Work request: Please output the data below exactly as given, starting at its first line and stopping after the line that contains "ring dip: (990, 885)".

** Data to examine follows **

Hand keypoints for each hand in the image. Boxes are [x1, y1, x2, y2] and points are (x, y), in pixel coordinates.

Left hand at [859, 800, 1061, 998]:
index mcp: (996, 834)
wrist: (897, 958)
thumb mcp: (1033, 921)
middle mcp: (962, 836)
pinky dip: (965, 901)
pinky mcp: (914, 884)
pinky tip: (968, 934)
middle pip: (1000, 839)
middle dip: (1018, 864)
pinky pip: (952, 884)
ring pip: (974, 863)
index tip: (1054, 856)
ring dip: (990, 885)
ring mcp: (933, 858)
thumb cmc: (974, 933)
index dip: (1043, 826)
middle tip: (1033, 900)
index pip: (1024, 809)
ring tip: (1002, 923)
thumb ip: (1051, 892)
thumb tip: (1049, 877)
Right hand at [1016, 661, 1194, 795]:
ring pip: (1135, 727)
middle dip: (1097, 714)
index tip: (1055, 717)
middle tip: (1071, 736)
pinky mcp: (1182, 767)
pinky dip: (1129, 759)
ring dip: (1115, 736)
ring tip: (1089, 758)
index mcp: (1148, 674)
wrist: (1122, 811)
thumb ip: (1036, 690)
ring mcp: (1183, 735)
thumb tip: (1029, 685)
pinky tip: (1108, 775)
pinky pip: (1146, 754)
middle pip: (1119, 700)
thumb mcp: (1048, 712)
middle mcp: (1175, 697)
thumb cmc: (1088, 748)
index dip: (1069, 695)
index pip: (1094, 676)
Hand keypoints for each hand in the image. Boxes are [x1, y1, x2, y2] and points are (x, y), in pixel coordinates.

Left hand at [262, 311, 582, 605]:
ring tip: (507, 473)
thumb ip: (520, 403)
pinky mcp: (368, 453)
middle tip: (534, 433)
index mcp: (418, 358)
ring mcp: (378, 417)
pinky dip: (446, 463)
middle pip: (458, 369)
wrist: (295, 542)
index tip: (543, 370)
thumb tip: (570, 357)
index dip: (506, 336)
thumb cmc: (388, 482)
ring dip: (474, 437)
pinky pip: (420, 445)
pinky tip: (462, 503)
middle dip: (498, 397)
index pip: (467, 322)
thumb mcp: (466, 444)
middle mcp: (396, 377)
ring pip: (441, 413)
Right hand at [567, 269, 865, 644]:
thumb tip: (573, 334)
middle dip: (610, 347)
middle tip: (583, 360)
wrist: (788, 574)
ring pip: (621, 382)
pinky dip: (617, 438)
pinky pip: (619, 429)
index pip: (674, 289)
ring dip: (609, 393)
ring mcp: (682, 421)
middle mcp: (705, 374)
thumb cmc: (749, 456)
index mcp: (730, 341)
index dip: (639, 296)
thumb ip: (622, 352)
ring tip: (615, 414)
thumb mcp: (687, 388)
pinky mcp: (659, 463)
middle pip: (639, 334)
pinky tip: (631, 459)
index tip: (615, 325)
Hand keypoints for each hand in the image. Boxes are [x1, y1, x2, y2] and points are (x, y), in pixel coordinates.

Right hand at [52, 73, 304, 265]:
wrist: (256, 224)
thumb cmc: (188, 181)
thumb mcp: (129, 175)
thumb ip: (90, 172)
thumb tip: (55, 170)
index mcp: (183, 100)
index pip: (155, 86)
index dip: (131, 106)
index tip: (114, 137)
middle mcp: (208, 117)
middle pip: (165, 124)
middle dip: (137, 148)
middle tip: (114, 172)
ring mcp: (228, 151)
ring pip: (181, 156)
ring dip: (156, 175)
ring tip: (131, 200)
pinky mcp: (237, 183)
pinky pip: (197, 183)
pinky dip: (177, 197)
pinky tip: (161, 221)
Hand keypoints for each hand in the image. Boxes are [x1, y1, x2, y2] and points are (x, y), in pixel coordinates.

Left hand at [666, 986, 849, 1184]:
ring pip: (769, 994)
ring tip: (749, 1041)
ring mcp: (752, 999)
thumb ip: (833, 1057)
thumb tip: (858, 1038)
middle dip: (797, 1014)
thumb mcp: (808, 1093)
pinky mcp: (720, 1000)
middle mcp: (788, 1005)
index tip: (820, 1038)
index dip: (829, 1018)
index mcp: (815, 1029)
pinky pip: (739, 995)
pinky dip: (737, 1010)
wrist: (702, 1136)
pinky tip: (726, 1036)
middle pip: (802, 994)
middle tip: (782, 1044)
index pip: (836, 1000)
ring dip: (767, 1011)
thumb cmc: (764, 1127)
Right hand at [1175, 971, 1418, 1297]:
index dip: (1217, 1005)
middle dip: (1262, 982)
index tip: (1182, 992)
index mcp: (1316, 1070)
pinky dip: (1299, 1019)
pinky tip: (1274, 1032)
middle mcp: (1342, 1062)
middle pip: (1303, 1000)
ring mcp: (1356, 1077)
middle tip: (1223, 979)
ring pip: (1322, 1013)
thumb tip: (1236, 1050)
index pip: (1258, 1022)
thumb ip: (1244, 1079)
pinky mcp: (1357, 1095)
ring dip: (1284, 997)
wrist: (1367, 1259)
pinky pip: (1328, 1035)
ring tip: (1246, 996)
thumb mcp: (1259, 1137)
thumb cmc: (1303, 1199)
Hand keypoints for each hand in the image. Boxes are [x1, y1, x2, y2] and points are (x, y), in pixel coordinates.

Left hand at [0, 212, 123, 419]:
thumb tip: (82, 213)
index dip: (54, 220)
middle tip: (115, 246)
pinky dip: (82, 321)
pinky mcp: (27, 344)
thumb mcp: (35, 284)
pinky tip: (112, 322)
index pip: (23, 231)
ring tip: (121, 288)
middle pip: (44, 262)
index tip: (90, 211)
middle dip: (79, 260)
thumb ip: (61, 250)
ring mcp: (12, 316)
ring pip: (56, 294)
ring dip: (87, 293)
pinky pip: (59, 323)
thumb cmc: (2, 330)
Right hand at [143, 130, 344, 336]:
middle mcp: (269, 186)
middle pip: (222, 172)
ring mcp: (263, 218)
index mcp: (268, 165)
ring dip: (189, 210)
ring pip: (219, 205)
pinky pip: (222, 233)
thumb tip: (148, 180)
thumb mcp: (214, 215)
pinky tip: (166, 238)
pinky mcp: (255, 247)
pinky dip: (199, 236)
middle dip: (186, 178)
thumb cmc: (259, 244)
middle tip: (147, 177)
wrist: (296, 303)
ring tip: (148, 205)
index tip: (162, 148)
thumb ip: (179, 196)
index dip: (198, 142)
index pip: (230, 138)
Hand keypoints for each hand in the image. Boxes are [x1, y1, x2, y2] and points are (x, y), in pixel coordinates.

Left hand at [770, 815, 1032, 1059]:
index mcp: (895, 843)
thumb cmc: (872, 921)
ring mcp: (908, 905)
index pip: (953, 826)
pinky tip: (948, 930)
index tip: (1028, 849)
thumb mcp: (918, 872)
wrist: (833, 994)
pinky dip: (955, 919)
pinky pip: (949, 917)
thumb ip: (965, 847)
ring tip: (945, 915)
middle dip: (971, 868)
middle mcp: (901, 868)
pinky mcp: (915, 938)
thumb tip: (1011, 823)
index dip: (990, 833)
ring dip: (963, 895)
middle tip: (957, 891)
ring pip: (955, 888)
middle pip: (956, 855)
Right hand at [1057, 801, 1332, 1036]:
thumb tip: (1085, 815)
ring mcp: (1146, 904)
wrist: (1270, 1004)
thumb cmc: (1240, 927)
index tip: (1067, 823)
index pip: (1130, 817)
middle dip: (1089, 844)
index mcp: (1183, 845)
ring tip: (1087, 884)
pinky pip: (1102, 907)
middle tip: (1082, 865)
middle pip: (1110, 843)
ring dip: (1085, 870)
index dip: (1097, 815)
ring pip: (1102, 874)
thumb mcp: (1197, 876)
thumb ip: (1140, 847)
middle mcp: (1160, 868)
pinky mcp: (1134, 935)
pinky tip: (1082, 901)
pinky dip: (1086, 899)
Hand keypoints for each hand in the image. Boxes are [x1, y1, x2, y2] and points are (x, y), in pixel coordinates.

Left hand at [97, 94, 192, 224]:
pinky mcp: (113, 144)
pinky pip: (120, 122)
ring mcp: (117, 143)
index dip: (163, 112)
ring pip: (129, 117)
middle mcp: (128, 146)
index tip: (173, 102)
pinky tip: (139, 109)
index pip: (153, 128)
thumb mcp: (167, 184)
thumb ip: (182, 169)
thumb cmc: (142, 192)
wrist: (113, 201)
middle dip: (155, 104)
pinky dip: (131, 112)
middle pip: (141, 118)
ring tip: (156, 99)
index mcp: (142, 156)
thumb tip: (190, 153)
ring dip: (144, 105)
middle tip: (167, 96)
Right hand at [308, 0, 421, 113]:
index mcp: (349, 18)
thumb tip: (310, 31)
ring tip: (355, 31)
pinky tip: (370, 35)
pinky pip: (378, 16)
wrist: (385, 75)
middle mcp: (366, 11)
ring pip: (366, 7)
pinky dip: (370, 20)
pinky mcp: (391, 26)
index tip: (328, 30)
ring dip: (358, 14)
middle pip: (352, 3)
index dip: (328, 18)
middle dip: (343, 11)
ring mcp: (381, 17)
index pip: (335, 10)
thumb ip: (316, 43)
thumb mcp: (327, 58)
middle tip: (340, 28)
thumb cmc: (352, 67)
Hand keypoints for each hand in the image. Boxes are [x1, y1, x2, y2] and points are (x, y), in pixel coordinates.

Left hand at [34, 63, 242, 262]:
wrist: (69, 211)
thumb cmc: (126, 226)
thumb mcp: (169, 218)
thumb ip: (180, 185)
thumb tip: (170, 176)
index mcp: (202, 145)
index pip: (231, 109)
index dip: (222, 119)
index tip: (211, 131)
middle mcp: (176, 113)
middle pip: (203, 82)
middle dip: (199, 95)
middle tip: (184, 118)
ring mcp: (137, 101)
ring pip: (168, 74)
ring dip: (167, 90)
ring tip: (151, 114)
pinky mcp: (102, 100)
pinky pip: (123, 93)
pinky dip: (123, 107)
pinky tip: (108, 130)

** End of Data to examine **

Task response:
Hand keypoints for each hand in the image. Boxes are [x1, y1, x2, y2] and points are (x, y), in pixel coordinates.

Left hand at [859, 800, 1061, 998]:
index mcp: (996, 834)
wrist: (897, 958)
thumb mcp: (1033, 921)
middle mcp: (962, 836)
pinky dip: (965, 901)
pinky mcp: (914, 884)
pinky tip: (968, 934)
middle pip: (1000, 839)
middle dip: (1018, 864)
pinky pip: (952, 884)
ring pip: (974, 863)
index tip: (1054, 856)
ring dip: (990, 885)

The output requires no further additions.